:: Prompt ::
From the first record to the last, write out each one exactly.

Collected data
════════

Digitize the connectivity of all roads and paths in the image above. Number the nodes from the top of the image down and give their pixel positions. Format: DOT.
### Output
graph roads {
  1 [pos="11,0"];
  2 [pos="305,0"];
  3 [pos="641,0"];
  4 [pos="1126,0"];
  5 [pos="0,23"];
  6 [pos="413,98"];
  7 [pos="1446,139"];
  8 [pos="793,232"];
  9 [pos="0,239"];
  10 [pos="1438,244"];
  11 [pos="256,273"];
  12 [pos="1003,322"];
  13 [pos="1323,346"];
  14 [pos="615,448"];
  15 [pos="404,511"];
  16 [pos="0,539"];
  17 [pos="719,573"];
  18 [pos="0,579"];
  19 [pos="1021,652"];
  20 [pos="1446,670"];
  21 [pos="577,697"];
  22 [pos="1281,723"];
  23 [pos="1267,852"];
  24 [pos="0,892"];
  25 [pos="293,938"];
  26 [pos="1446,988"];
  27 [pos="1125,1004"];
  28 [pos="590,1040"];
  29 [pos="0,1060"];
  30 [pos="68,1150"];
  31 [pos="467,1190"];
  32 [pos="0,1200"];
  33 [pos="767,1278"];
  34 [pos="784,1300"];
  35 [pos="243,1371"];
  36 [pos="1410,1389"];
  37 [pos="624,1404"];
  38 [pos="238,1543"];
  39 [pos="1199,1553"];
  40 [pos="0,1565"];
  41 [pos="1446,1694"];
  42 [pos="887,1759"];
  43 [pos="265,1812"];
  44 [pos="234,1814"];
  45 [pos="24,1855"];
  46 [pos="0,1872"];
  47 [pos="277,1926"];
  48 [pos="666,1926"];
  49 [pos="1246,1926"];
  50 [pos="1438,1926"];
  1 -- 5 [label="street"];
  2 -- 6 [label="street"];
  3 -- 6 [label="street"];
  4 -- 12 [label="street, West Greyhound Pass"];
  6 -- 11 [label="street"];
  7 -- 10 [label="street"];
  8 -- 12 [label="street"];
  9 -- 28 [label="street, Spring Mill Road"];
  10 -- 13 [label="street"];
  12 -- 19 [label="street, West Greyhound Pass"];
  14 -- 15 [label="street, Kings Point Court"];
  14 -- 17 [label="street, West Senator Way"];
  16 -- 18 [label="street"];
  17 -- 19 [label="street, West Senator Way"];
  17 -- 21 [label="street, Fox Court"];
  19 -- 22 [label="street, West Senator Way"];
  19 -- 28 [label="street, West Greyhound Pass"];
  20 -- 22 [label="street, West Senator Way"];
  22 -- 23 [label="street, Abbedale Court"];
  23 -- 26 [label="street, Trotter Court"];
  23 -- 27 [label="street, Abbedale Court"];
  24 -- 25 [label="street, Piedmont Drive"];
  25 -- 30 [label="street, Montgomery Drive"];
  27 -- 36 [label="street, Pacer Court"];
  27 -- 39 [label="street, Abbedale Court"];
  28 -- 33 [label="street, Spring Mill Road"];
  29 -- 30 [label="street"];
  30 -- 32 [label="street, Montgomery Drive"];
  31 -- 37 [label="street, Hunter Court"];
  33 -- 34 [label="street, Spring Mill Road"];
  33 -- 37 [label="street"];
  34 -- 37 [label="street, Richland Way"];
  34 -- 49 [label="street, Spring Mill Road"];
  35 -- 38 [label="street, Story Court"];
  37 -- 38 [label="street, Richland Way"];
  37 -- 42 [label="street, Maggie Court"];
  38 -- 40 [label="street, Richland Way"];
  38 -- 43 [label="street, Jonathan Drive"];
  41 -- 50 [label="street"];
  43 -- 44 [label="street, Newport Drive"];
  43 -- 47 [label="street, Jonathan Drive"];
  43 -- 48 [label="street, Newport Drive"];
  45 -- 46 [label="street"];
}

════════

:: Solution ::
Digitize the connectivity of all roads and paths in the image above. Number the nodes from the top of the image down and give their pixel positions. Format: DOT.
### Output
graph roads {
  1 [pos="11,0"];
  2 [pos="305,0"];
  3 [pos="641,0"];
  4 [pos="1126,0"];
  5 [pos="0,23"];
  6 [pos="413,98"];
  7 [pos="1446,139"];
  8 [pos="793,232"];
  9 [pos="0,239"];
  10 [pos="1438,244"];
  11 [pos="256,273"];
  12 [pos="1003,322"];
  13 [pos="1323,346"];
  14 [pos="615,448"];
  15 [pos="404,511"];
  16 [pos="0,539"];
  17 [pos="719,573"];
  18 [pos="0,579"];
  19 [pos="1021,652"];
  20 [pos="1446,670"];
  21 [pos="577,697"];
  22 [pos="1281,723"];
  23 [pos="1267,852"];
  24 [pos="0,892"];
  25 [pos="293,938"];
  26 [pos="1446,988"];
  27 [pos="1125,1004"];
  28 [pos="590,1040"];
  29 [pos="0,1060"];
  30 [pos="68,1150"];
  31 [pos="467,1190"];
  32 [pos="0,1200"];
  33 [pos="767,1278"];
  34 [pos="784,1300"];
  35 [pos="243,1371"];
  36 [pos="1410,1389"];
  37 [pos="624,1404"];
  38 [pos="238,1543"];
  39 [pos="1199,1553"];
  40 [pos="0,1565"];
  41 [pos="1446,1694"];
  42 [pos="887,1759"];
  43 [pos="265,1812"];
  44 [pos="234,1814"];
  45 [pos="24,1855"];
  46 [pos="0,1872"];
  47 [pos="277,1926"];
  48 [pos="666,1926"];
  49 [pos="1246,1926"];
  50 [pos="1438,1926"];
  1 -- 5 [label="street"];
  2 -- 6 [label="street"];
  3 -- 6 [label="street"];
  4 -- 12 [label="street, West Greyhound Pass"];
  6 -- 11 [label="street"];
  7 -- 10 [label="street"];
  8 -- 12 [label="street"];
  9 -- 28 [label="street, Spring Mill Road"];
  10 -- 13 [label="street"];
  12 -- 19 [label="street, West Greyhound Pass"];
  14 -- 15 [label="street, Kings Point Court"];
  14 -- 17 [label="street, West Senator Way"];
  16 -- 18 [label="street"];
  17 -- 19 [label="street, West Senator Way"];
  17 -- 21 [label="street, Fox Court"];
  19 -- 22 [label="street, West Senator Way"];
  19 -- 28 [label="street, West Greyhound Pass"];
  20 -- 22 [label="street, West Senator Way"];
  22 -- 23 [label="street, Abbedale Court"];
  23 -- 26 [label="street, Trotter Court"];
  23 -- 27 [label="street, Abbedale Court"];
  24 -- 25 [label="street, Piedmont Drive"];
  25 -- 30 [label="street, Montgomery Drive"];
  27 -- 36 [label="street, Pacer Court"];
  27 -- 39 [label="street, Abbedale Court"];
  28 -- 33 [label="street, Spring Mill Road"];
  29 -- 30 [label="street"];
  30 -- 32 [label="street, Montgomery Drive"];
  31 -- 37 [label="street, Hunter Court"];
  33 -- 34 [label="street, Spring Mill Road"];
  33 -- 37 [label="street"];
  34 -- 37 [label="street, Richland Way"];
  34 -- 49 [label="street, Spring Mill Road"];
  35 -- 38 [label="street, Story Court"];
  37 -- 38 [label="street, Richland Way"];
  37 -- 42 [label="street, Maggie Court"];
  38 -- 40 [label="street, Richland Way"];
  38 -- 43 [label="street, Jonathan Drive"];
  41 -- 50 [label="street"];
  43 -- 44 [label="street, Newport Drive"];
  43 -- 47 [label="street, Jonathan Drive"];
  43 -- 48 [label="street, Newport Drive"];
  45 -- 46 [label="street"];
}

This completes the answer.